Первая неделя в новом для себя качестве — продавца в бутике «Арчибальд» — прошла на удивление хорошо, хоть порой и приходилось чертовски сложно. Ирма идеальна не только внешне, но и как руководитель. Она рассказывает о малейших тонкостях, связанных с работой, и в любой момент можно обратиться к ней за помощью — не откажет. И с каждым днём я всё больше чувствую, что нахожусь на своём месте, хоть порой и мучает неуверенность в своих силах. Но стараюсь бороться с приступами паники, потому что они только мешают — я должна быть сильной ради себя самой и сына, а всё остальное — ненужная блажь, лишь мешающая жить.
Воскресный вечер плавно подходит к своему логическому завершению и завтра снова на работу.

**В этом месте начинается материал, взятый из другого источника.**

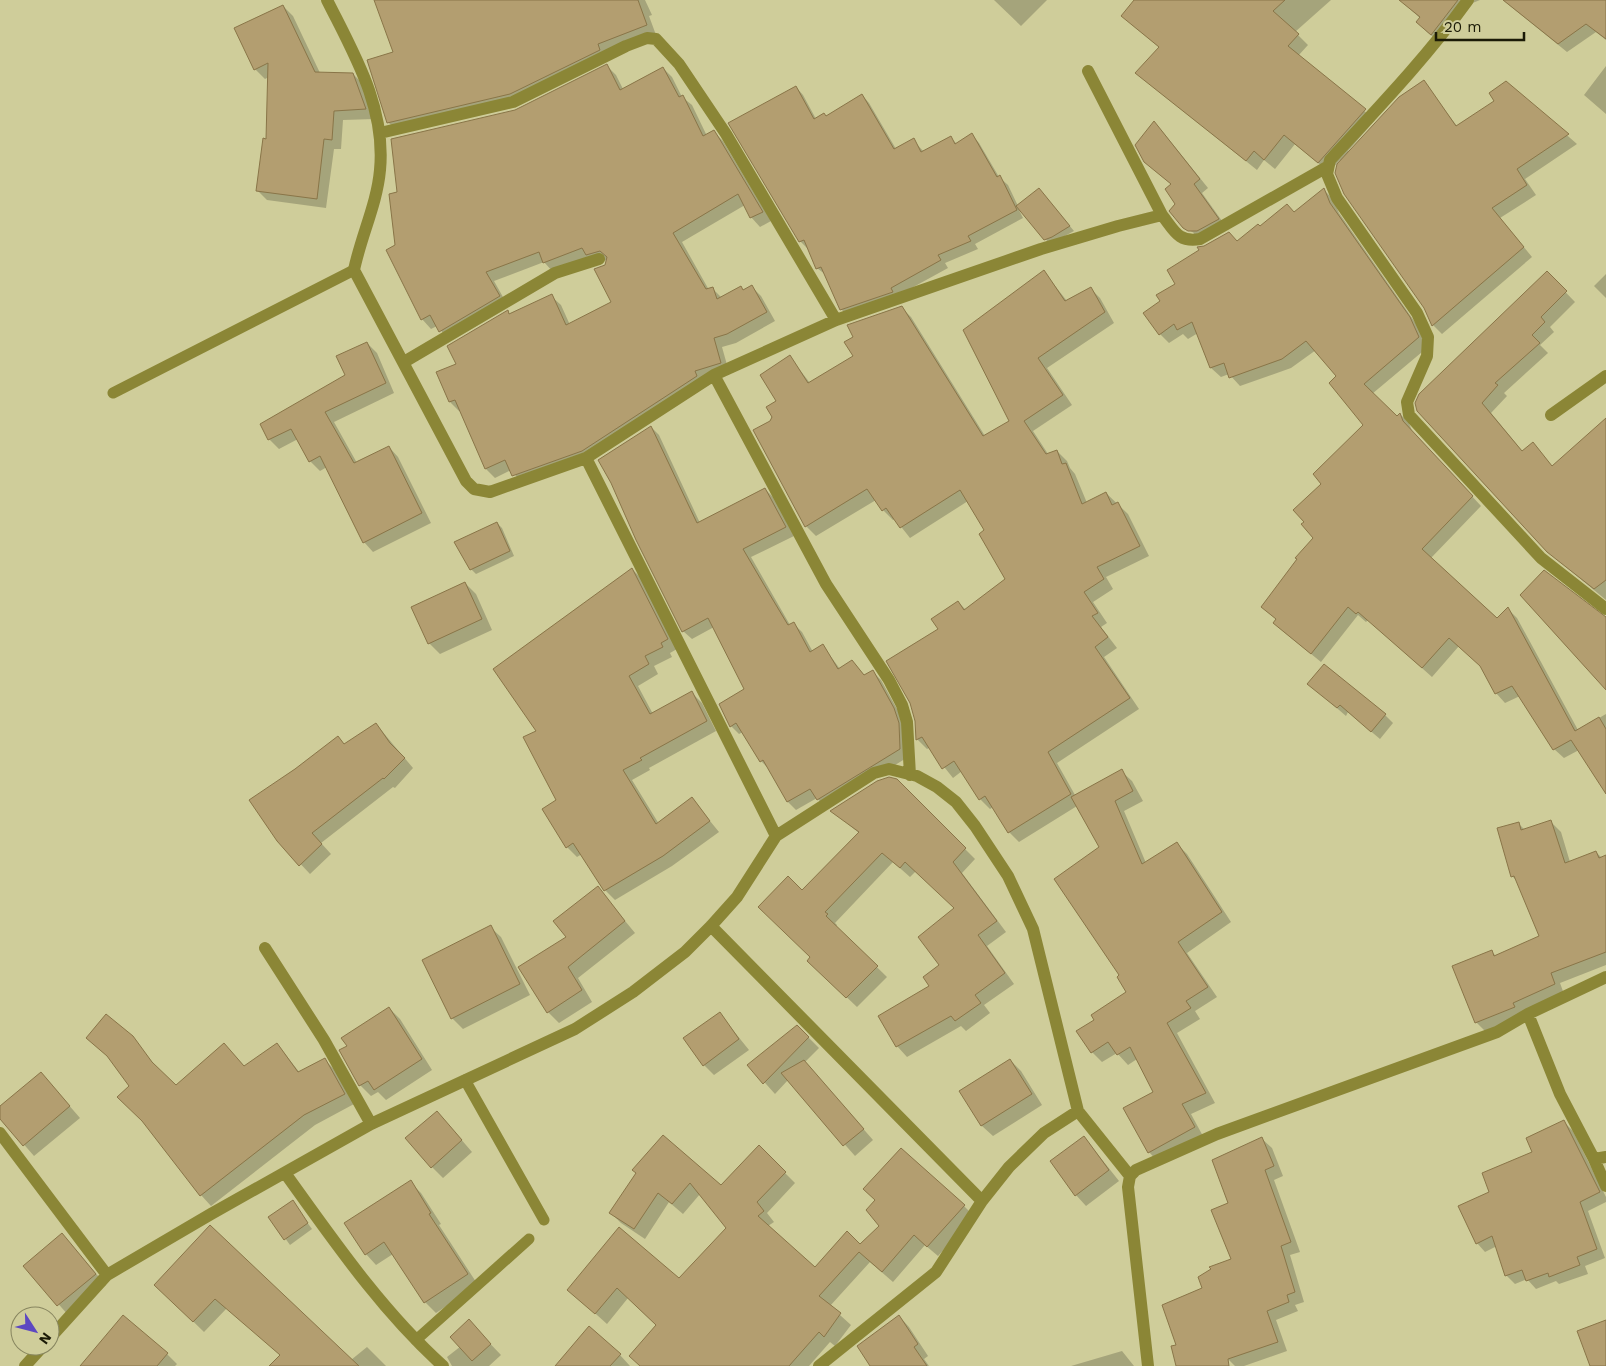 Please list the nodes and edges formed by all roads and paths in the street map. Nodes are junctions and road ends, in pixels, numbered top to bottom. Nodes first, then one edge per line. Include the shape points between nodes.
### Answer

Женечка давно спит, а я сижу на кухне, пью кофе, наслаждаясь тишиной и покоем. Можно подумать о чём-то приятном, настроиться на новую рабочую неделю. Хоть и не люблю своё одиночество, иногда оно способно доставить удовольствие.
Неожиданный звонок телефона разрушает хрупкую тишину. Смотрю на дисплей, и неприятный холодок ползёт вдоль позвоночника. Номер не высвечивается, а это, при определённых условиях, может служить очень неприятным знаком. Роковым даже.
Первое желание: не брать трубку. Просто не нажимать зелёную кнопку, усиленно изображая, что меня здесь нет, и никогда не было. Не будут же они вечно звонить, правильно? Когда-то им это надоест, и они отстанут. Но если мои догадки верны, то никогда мне не избавиться от этого кошмара, как не изображай из себя прозрачное стекло. Надо успокоиться и ответить, а там будь что будет. Нужно научиться уже смело смотреть прошлому в глаза, хоть это практически невозможно.
— Я вас слушаю, — говорю, чувствуя, как дыхание со свистом вырывается из лёгких. Страшно до чёртиков, до рези в глазах, но раз взяла трубку, поворачивать назад поздно. — Говорите!
На том конце провода тишина, кажущаяся почти зловещей. Словно по ту сторону свернулась клубком змея, что еле слышно шипит, примеряясь, куда ужалить, чтобы наверняка.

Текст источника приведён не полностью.